Je n’ai de compte à rendre à personne

Été 2016, j’entamais le choix d’être ce que je voulais. J’avais toujours eu ce rêve d’être écrivaine. Mais quand on part de la base, le rêve est flou, immense et inatteignable. Comment on commence ça être écrivaine? Comment on le sait quand on est écrivaine? C’est quoi être écrivaine? Avec patience, amour et humilité, j’ai appris. J’ai appris tellement à travers exercices, de conférences et de conversations avec des auteurs(es), en suivant plusieurs blogues.

Depuis 2016, j’ai monté mon blogue, j’ai fait deux nouvelles et un roman coécrit avec une superbe auteure qui est devenue une bonne amie. Depuis 2016, j’ai trouvé ma paix intérieure. Je sais ce que je vaux. Même si de nombreuses fois, j’ai été délaissée, ignorée et critiquée. Vous savez quoi, peu importe ces gens-là, c’est entre moi et mon rêve. Je ne suis plus arrêtable.

Le succès n’est pas la publication.

Le succès n’est pas le regard des autres.

Le succès n’est pas la popularité.

Le vrai succès est que mon rêve vit en moi pour moi, chaque jour de ma vie.
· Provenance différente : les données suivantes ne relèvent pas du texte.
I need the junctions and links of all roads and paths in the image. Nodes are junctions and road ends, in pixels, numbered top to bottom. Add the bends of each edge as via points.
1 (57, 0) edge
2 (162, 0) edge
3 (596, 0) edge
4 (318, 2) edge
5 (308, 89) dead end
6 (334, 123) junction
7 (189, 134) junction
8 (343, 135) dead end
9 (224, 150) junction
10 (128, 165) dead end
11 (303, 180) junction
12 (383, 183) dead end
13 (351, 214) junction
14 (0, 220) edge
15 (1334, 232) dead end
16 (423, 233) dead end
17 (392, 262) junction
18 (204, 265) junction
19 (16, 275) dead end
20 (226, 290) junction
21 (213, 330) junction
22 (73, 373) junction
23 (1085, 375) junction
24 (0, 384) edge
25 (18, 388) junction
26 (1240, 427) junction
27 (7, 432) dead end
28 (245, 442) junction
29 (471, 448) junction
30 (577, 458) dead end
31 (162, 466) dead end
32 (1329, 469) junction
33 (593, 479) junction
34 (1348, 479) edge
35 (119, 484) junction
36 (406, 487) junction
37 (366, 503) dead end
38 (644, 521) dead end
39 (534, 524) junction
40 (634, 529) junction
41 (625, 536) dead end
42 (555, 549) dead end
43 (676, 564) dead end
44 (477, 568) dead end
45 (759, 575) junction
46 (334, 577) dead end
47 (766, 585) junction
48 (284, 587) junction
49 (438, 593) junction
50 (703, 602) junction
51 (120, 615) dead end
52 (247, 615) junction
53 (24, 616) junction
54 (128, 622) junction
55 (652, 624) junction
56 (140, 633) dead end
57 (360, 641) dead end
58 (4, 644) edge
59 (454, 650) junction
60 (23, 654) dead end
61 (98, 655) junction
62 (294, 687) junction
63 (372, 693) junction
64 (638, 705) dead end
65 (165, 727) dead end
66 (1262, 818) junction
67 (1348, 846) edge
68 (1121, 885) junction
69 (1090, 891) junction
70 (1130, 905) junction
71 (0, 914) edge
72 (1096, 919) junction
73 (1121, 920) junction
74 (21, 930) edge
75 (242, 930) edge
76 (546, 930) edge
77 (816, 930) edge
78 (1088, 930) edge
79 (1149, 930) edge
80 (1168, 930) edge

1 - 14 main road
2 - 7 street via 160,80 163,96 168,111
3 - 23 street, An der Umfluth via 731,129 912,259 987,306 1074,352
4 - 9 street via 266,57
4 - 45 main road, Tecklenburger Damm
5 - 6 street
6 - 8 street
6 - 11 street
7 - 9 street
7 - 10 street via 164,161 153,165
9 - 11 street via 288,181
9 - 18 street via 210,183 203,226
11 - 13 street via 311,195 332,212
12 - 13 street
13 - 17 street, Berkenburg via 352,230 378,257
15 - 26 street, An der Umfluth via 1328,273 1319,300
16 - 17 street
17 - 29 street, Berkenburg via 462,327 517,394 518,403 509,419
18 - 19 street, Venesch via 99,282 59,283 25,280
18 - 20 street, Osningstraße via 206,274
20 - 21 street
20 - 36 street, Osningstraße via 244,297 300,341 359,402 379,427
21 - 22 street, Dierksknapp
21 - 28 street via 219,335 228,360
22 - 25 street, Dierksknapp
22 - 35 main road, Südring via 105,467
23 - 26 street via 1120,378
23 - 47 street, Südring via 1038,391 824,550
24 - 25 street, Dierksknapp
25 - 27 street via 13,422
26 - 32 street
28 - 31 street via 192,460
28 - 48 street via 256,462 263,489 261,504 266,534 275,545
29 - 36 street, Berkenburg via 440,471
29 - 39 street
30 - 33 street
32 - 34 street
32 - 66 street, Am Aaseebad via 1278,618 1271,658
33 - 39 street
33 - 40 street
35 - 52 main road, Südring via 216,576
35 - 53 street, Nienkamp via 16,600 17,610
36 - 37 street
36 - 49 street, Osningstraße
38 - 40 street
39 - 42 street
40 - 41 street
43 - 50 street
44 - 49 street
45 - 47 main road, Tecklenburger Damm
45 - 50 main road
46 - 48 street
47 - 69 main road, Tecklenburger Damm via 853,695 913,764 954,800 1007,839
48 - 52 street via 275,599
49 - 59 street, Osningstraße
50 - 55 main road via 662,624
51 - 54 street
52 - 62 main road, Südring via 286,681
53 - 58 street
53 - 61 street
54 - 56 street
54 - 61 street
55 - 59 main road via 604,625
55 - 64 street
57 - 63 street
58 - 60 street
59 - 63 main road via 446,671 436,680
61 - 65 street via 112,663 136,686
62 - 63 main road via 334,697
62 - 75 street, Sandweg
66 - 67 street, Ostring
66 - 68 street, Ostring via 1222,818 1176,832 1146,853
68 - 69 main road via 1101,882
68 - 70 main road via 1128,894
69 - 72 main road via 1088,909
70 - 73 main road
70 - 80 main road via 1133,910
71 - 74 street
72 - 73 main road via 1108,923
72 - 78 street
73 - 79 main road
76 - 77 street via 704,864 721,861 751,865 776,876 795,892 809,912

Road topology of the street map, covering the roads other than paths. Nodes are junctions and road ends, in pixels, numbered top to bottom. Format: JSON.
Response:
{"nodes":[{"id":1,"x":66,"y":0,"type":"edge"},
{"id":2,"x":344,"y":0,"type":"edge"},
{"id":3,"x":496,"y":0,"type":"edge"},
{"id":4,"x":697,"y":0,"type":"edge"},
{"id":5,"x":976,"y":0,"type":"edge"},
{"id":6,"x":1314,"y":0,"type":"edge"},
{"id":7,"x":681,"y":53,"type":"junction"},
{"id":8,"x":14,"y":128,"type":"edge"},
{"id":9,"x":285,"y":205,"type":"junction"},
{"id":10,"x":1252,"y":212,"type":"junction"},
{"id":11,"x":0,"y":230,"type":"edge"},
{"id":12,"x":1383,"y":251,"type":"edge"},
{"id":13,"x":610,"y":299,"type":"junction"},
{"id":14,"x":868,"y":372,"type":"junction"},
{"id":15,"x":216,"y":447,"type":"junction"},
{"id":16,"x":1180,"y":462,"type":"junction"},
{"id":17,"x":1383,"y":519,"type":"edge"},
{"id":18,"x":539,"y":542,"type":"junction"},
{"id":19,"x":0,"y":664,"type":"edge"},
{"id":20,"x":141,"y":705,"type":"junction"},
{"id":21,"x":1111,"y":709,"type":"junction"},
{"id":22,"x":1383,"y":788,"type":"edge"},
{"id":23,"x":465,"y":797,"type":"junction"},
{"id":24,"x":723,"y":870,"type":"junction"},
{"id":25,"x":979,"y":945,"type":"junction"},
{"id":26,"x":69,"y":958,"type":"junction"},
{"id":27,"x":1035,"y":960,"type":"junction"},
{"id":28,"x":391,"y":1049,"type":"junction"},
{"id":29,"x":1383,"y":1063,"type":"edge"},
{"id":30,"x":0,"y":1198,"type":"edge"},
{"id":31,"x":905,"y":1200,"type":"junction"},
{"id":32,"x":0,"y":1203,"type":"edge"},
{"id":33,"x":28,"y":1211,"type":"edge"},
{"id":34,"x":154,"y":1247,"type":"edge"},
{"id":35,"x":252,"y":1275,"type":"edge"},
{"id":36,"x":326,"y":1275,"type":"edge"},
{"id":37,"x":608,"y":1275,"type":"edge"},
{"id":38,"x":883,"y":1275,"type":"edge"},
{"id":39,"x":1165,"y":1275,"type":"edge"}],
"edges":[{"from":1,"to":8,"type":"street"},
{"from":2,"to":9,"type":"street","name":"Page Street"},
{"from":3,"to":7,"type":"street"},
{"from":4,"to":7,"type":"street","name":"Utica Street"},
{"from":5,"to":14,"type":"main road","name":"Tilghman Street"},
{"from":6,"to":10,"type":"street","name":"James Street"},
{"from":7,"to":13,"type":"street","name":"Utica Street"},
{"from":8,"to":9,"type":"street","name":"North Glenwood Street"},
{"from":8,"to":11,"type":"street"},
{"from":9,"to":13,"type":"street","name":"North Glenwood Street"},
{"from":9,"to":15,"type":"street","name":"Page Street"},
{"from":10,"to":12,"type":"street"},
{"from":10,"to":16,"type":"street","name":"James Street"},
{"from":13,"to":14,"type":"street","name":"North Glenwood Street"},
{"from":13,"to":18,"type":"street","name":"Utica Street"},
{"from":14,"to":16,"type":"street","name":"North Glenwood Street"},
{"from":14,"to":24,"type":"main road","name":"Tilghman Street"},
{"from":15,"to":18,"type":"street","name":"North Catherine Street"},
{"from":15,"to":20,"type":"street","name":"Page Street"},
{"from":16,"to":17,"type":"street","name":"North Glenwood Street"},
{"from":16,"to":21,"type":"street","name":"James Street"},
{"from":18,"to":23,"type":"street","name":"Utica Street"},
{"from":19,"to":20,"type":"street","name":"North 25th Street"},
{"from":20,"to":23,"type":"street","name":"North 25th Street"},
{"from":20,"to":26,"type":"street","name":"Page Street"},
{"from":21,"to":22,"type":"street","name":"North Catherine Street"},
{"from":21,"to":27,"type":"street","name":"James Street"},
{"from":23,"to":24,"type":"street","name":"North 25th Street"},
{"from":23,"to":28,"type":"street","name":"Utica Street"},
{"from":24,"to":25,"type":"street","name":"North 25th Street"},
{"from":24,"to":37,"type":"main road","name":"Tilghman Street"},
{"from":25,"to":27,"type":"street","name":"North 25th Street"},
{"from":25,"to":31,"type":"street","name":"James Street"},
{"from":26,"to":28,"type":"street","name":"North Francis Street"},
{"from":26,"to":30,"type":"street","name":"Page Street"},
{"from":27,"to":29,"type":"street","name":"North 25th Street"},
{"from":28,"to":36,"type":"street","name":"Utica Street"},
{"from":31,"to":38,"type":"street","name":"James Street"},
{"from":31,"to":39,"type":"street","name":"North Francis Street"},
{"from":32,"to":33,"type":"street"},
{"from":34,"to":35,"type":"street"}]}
Je ne vivrais plus jamais de regret.

Il y a des histoires qui prennent du temps, qui demandent de la maturité. Je dois l’accepter.

Ces histoires ce sont moi. Ce sont mes vérités, mes blessures et mes espoirs.

Je suis fière de moi et c’est essentiel.

Cependant, sur le chemin de l’écriture il y en a des doutes. Sur les personnages, l’environnement, les émotions, l’action, telle coupure, telle couleur, telle ambiance… Et j’y nage avec une aisance déroutante. Mais il n’y a pas de place pour le doute envers soi-même. Ce que je fais à cet instant est légitime.

J’adore me poser des questions. Depuis 2016, je m’en suis posé des milliers. Être écrivaine c’est vivre de ça. J’ai répondu certaines et d’autres questions se sont ajoutées. C’est éternel. Une roue d’idées, de problèmes et de solutions. On n’y échappe pas. Et j’adore ça!

Depuis 2016 j’ai foncé sans m’arrêter. J’ai écrit des centaines de pages voire plus que je pouvais même l’imaginer. Chaque page m’a rempli de joie. Chaque page confirmait ma passion. Chaque page me confirmait comme individu. Il y a tellement d’émotions à vivre quand on écrit. Il y a tellement de personnalité à rencontrer, à laisser s’exprimer et à écouter attentivement.

Mes histoires sont teintées de drame. On aime ou pas. Mais pour être écrivaine, j’ai compris que je devais aller à la rencontre de mes plus grandes peurs. Aller à la rencontre de mes douleurs et de mes angoisses. Je n’y cache rien. Je m’y expose ouvertement. Mais je ne veux pas de gants blancs pour la cote. On aime ou pas l’important c’est que tu acceptes que je te transporte quelques heures dans mon univers. Je ne te demande pas de chercher mes fautes, donne-moi les au passage je les note, mais mon plus beau cadeau c’est de me dire, hey je t’ai lu. Depuis que j’ai publié, j’ai accepté que je ne reçoive pas de certaines personnes ça. Je vais le recevoir de façon inattendue et ceux-là se graveront dans ma mémoire.

J’ai appris qu’être écrivaine ce n’est pas de mettre un mur entre nous et les autres. Il faut filtrer oui, mais c’est d’abolir le mur et de se dire que quoiqu’il arrive, ils ne me changeront pas. Je suis l’écrivaine. Je suis celle qui dirige la plume. Je suis celle qui murmure aux papiers. Je suis menée par le Dieu de la création et je n’ai de compte à rendre qu’à ce dernier.